Organ donor message in a bottle washes up in Cayman :: cayCompass.com

By: Norma Connolly | norma@cfp.ky05 April, 2013

In these days of emails, tweets and Facebook, an old-world method of communication carrying a tale of the marvels of modern medicine put a smile on the face of Patricia Wright, who literally found a message in a bottle on South Sound beach.

As Ms Wright was taking her weekly walk along the beach one recent Sunday morning, she spotted a clear, glass bottle sticking out of the sand. Inside the embossed bottle, sealed with a cork bearing a regal crown, were some rolled up papers.

“I go to that beach to pray every Sunday, I’ve been doing that for four years. The sea was really rough that day so instead of walking down the beach, I stayed in one place for about half an hour. Then I moved down the beach past the big house there and when I got down there, I noticed that there was this bottle… It was in the bank of sand, on the slope, sticking up in the sand.

“It was sealed, there was no water in it. The bottle was clear and clean and I noticed it had paper in it. I turned it upside down. I was so curious about it…. I walked to the top of the slope with it and I prayed over the bottle… I broke the bottle and inside were three papers and a coupon on coloured paper. The papers were written in French, Spanish and English,” she said.

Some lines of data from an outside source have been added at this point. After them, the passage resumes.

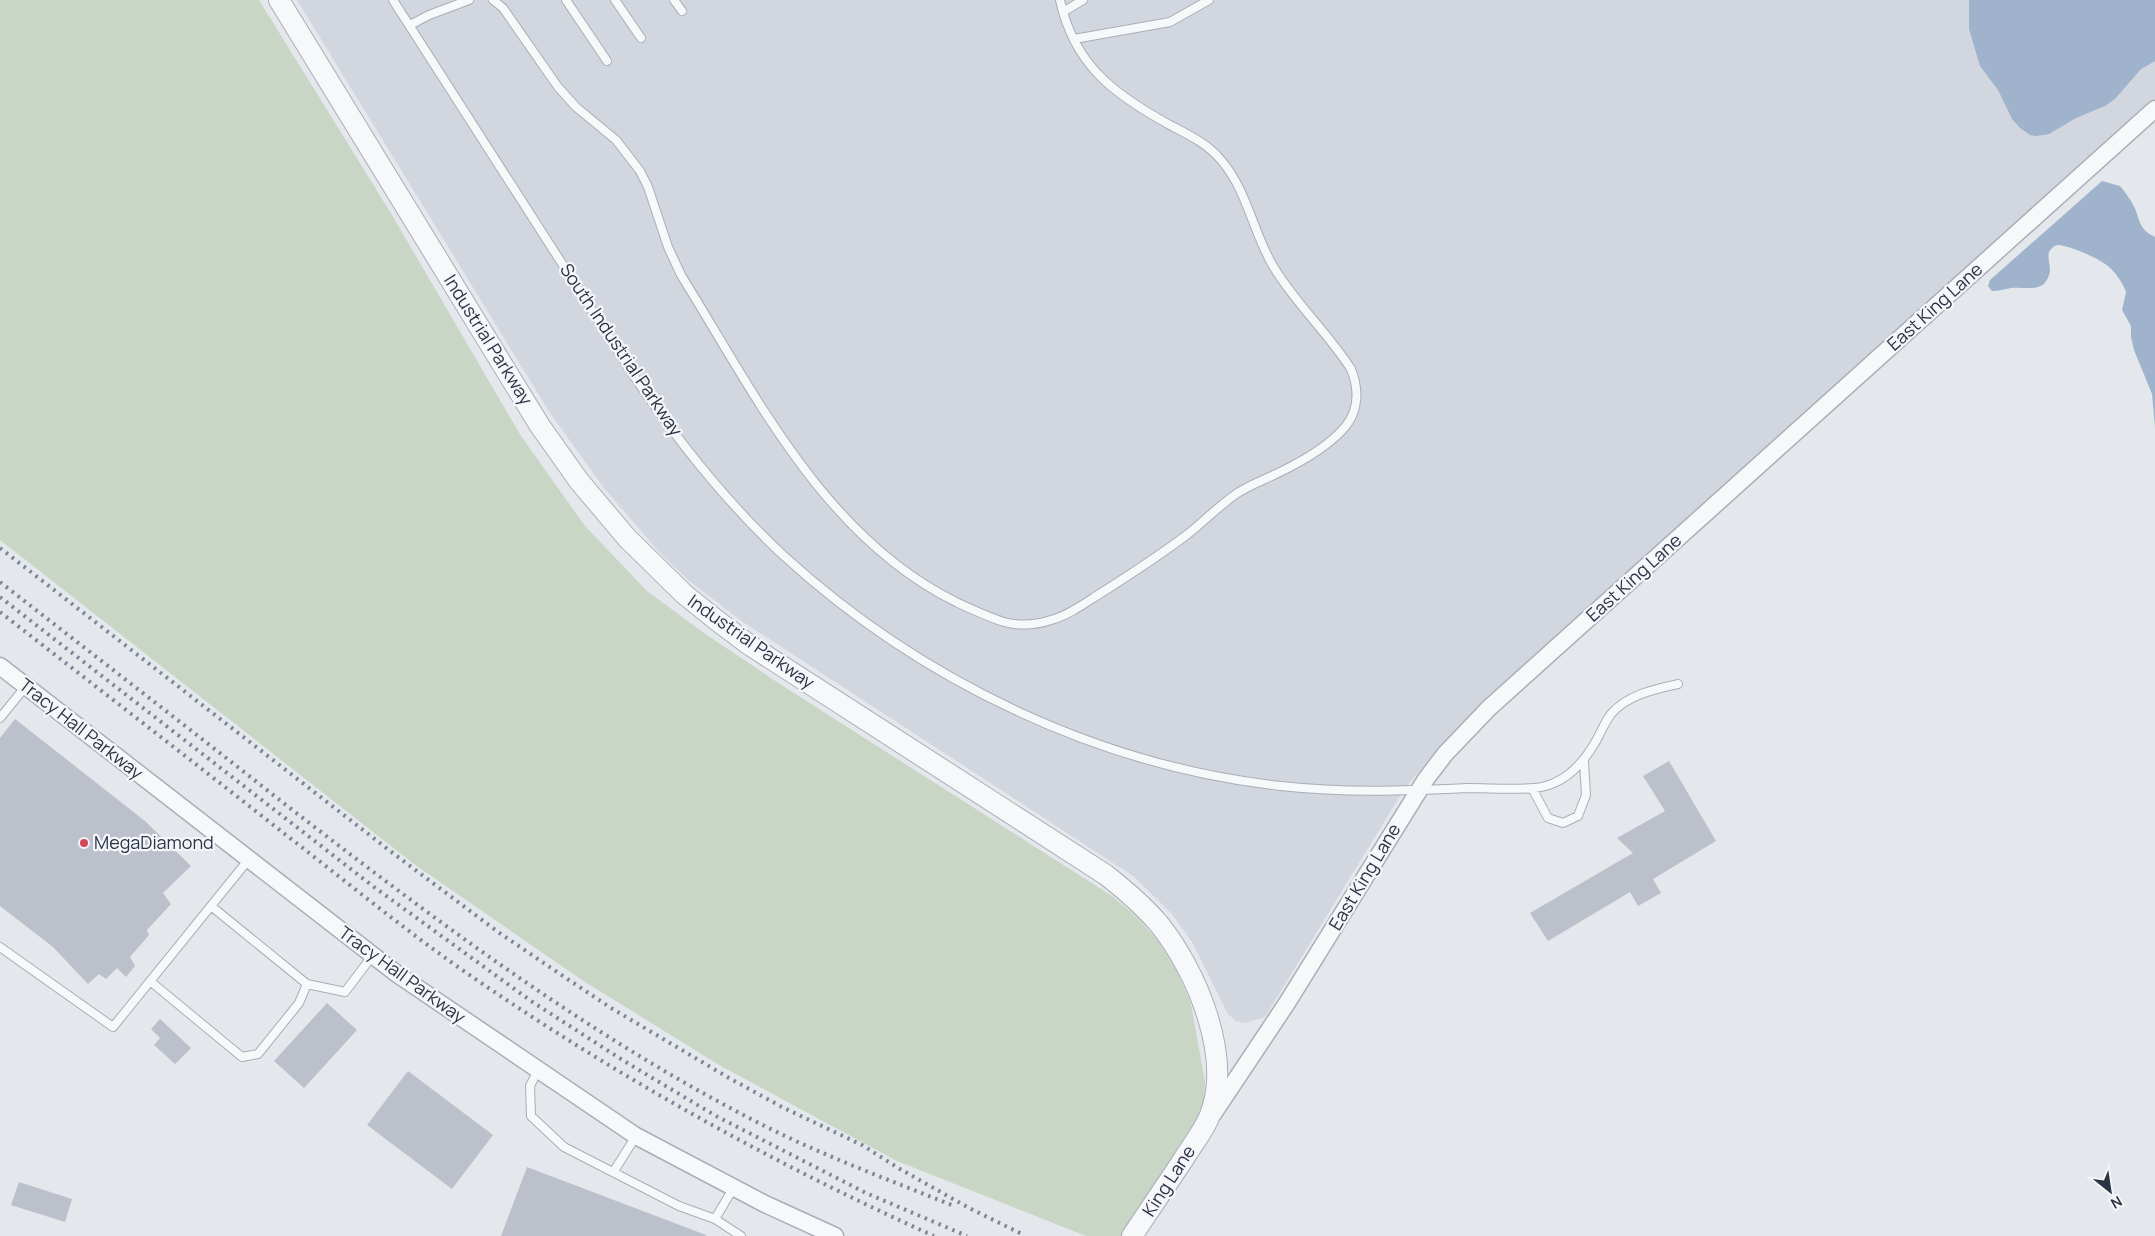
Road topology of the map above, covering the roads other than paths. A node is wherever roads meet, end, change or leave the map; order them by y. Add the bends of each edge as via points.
1 (279, 0) edge
2 (393, 0) edge
3 (470, 0) edge
4 (493, 0) edge
5 (566, 0) edge
6 (615, 0) edge
7 (674, 0) edge
8 (1060, 0) edge
9 (1083, 0) edge
10 (1209, 0) edge
11 (682, 11) dead end
12 (1063, 12) junction
13 (410, 25) junction
14 (641, 38) dead end
15 (1074, 39) junction
16 (607, 61) dead end
17 (2155, 109) edge
18 (0, 666) edge
19 (1678, 684) dead end
20 (26, 686) junction
21 (0, 718) edge
22 (1584, 761) junction
23 (1532, 788) junction
24 (1418, 791) junction
25 (249, 859) junction
26 (211, 906) junction
27 (0, 947) edge
28 (373, 955) junction
29 (150, 981) junction
30 (307, 984) junction
31 (538, 1070) junction
32 (1205, 1126) junction
33 (636, 1136) junction
34 (614, 1172) junction
35 (734, 1188) junction
36 (715, 1220) junction
37 (741, 1236) edge
38 (835, 1236) edge
39 (1132, 1236) edge

1 - 32 street, Industrial Parkway via 540,426 579,481 627,538 684,594 748,644 1106,875 1158,924 1185,964 1198,993 1216,1054 1218,1078
2 - 13 lane, South Industrial Parkway
3 - 13 lane
4 - 15 lane via 503,8 558,87 582,113 616,140 640,170 681,274 779,433 820,488 878,551 919,582 967,607 1016,624 1040,623 1069,613 1147,563 1236,495 1312,454 1344,427 1351,418 1357,397 1351,369 1281,279 1234,178 1221,159 1204,144 1139,108 1110,87 1087,61
5 - 16 lane
6 - 14 lane
7 - 11 lane
8 - 12 lane
9 - 12 lane
10 - 15 lane via 1170,22
12 - 15 lane
13 - 24 lane, South Industrial Parkway via 656,408 760,532 850,610 971,688 1040,721 1112,748 1212,775 1279,786
17 - 24 street, East King Lane via 1490,708 1445,754
18 - 20 street, Tracy Hall Parkway
19 - 22 lane via 1649,690 1612,713
20 - 21 lane
20 - 25 street, Tracy Hall Parkway
22 - 23 lane, South Industrial Parkway via 1557,781
22 - 23 lane via 1586,795 1578,816 1563,823 1548,818
23 - 24 lane, South Industrial Parkway
24 - 32 street, East King Lane via 1287,1004
25 - 26 lane
25 - 28 street, Tracy Hall Parkway
26 - 29 lane
26 - 30 lane
27 - 29 lane via 113,1027
28 - 30 lane via 345,992
28 - 31 street, Tracy Hall Parkway
29 - 30 lane via 242,1057 258,1054 299,1003
31 - 33 street, Tracy Hall Parkway
31 - 34 lane via 530,1086 531,1116 564,1146
32 - 39 street, King Lane
33 - 34 lane
33 - 35 street, Tracy Hall Parkway
34 - 36 lane via 679,1206
35 - 36 lane
35 - 38 street, Tracy Hall Parkway
36 - 37 lane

The notes tell of a heart transplant recipient taking part in an international 2,540-mile yacht race from the west coast of France to the Azores in the northern Atlantic.

The English version of the note read: “Eleven months ago, I could not walk more than 30 metres in one go. Today, thanks to the generosity of one unknown person who gave me a heart – I can pretend to the normal practice of a sport and think of a future. Sincere thanks to him and his family as well as to all of you who took the decision to say “yes” to organ transplant.”

The note, which says it was sent by French sports and culture support organisation Benevoles du Littoral Olonnois, indicated that it had been dropped overboard during a yacht race from France to the Azores in July 2011. It did not have the name of the person who had purportedly received the heart transplant, but included an email address of the French organisation to which the author urged the recipient of the bottle to write and say where the message had washed up.

Ms Wright has sent an email to the address, as has the Caymanian Compass, but no reply has been received.

According to the message, the bottle was placed in the Atlantic Ocean off the French west coast near Les Sables-d’Olonne, from a Class 40 yacht, designed for racing single handed or by small crews, during a race from Les Sables to Horta in the Azores and back.

The coupon contained in the bottle was an application for an organ donor card.

In a twist of coincidental timing, Ms Wright found the bottle on 24 March, the day before the Cayman Islands Government approved a new law to legalise organ donations and transplants in the Cayman Islands.

Up until now, it has been illegal to donate or transplant human organs or tissues. Living organ donors and recipients from Cayman have had to travel overseas for the operations.

“I think of how wonderful it is that somebody now is living a normal life because someone donated a heart. That’s a blessing,” Ms Wright said. Now that organ donations will be legal in Cayman, “if people can do that and help somebody else, that would be amazing,” she added.

After finding the bottle, she went, as usual every Sunday, to the home of her friends James and Gretel Rawcliffe for coffee and showed them the notes. They urged her to go back and get the bottle, which Mr. Rawcliffe then photographed and sent to the Compass.

Mr. Rawcliffe said he thought the bottle must have drifted some 4,800 miles to reach Cayman. “[It’s] an exceptional feat of navigation, as well as a heart-felt message,” he said.

The notes told of a heart transplant recipient taking part in an international yacht race.